In 1930, Andre Kertesz looked out on Carrefour Blois and playfully photographed the street below. Drawing together the geometry, labour and shadows of an inconsequential corner, it remains impossible to dismiss. Such curiosity comes to mind as I work through a new collection that weaves Larry Towell’s long-term book and magazine projects around archival documents, objects and the ongoing family pictures that he has consistently made around the farm his family sharecrop in Ontario.

Through a format that wraps substantial documentary series around the nourishment and loose-ended progression of home life, the photographer generates a body of work ambitious enough to approach deeper narratives that touch on territory, stability and the importance of belonging. Towell’s porch becomes a busy turnpike, occupied by children, animals and the discarded tools of summer. His wife, Ann, nurtures and cradles at the heart of the home; children swim, swing and carry each other, growing in a clement world of cattle, dogs and flowered meadows.

Beyond the porch, there is discovery, tenderness, fruition, and the endless animation of childhood. It’s little wonder that Larry Towell talks of needing home, a respite from the difficult territories he visits, a place that affirms all that is secure and logical. Yet before such pages of domestic intimacy centre the book, a sense of the troubled provenance of this landscape grows. The foundations of the Towell home have been shaped by the efforts of difficult lives; by transient labourers whose lives are short; by those who challenge the borders of the land, ripping away fences and plundering in tense times… These urgencies are made known by means of a layered and carefully gathered archive of texts, pictures and ledgers.

The relationship between photography and additional, diverse inclusions has sometimes offered a more vernacular, rooted and useful contextualisation, embellishing and propelling the photographs at the heart of a project by their adjacency to a rich and tactile lineage. Here, the strategy is employed to sensitively render objects on paper: notebook pages provide distinct voices; flowing hand-written letters betray the anxieties of working days; the apparatus of early surveyors mark attempts at some sober scrutiny. These accounts are grounding, suggesting how residents have been shaped and propelled by the land itself.

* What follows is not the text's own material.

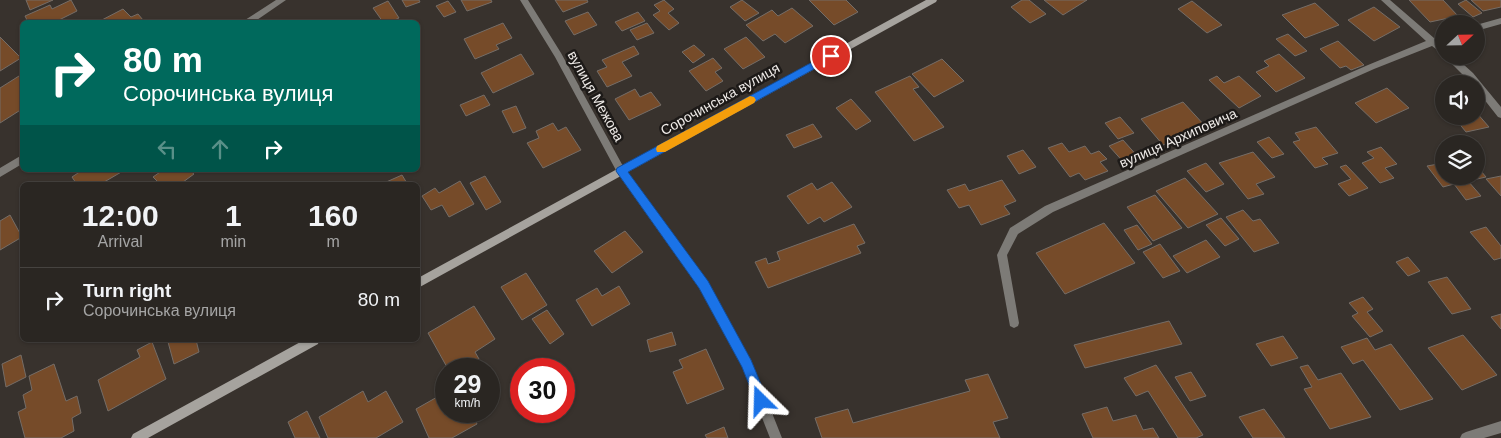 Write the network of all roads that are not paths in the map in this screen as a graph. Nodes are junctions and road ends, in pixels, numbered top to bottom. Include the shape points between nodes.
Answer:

Through archival Towell family photographs, lives come of age against the landscape: the kinships and close relationships of middle-age, the awkward young musicians trusted to carry a tune, the hunters commemorating their catch… and the fathers, who always know the best places to fish. These pictures are affecting, a pleasure to sit with and unpack across the double pages of this collection.

 A number of significant projects are included: Towell’s excellent Mennonites series is reproduced, its inclusion educational, faithful and haunting – not least because it sits between essays made in troubled South American communities, sun-blued martyr posters from Jenin and the collected fragments of Israeli rockets and home-made explosives.

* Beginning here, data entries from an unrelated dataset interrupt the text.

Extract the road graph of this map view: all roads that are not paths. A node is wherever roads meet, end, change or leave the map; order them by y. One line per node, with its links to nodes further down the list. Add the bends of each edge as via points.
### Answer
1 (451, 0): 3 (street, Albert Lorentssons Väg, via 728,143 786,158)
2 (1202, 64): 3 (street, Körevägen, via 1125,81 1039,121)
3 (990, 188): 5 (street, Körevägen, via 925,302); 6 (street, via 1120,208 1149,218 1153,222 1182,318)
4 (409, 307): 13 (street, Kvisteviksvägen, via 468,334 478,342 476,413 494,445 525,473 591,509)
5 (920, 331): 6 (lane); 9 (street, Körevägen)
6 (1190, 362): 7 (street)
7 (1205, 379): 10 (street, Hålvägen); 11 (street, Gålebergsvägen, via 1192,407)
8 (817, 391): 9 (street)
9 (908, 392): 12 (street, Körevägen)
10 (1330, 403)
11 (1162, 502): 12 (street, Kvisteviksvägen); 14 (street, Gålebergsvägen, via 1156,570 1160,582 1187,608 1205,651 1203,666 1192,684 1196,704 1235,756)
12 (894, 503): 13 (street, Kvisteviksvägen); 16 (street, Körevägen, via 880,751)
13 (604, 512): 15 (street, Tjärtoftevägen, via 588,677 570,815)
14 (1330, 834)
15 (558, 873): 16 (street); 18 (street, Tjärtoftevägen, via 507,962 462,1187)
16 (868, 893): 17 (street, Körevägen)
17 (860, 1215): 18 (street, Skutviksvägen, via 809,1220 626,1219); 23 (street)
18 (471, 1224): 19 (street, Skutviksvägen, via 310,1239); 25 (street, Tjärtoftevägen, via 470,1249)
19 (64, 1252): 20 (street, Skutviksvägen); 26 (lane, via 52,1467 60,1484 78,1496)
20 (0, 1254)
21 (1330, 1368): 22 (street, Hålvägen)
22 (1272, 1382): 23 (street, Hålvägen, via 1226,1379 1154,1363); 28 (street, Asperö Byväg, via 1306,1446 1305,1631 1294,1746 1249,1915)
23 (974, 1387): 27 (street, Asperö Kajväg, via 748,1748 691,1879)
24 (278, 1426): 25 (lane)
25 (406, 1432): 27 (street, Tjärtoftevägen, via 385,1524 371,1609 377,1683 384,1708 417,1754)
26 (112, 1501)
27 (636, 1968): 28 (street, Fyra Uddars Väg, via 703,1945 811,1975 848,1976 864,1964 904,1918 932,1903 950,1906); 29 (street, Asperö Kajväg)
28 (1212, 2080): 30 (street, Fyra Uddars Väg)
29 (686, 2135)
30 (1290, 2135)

Each additional series in the book relates the uncertainties of relationships and security in a world way beyond Towell’s Ontario farm. By noting the modest progress of his own heritage, Towell seems aware of what should be cherished – of lives that, no matter how quiet, matter. In a collection of work so dextrous, refined and involving, a Hank Williams song of heartache sits in company with tear gas grenades, collected in the West Bank in 2004. This is a book of bold and emotional juxtaposition, and a fitting inventory of the values of a gifted photographer.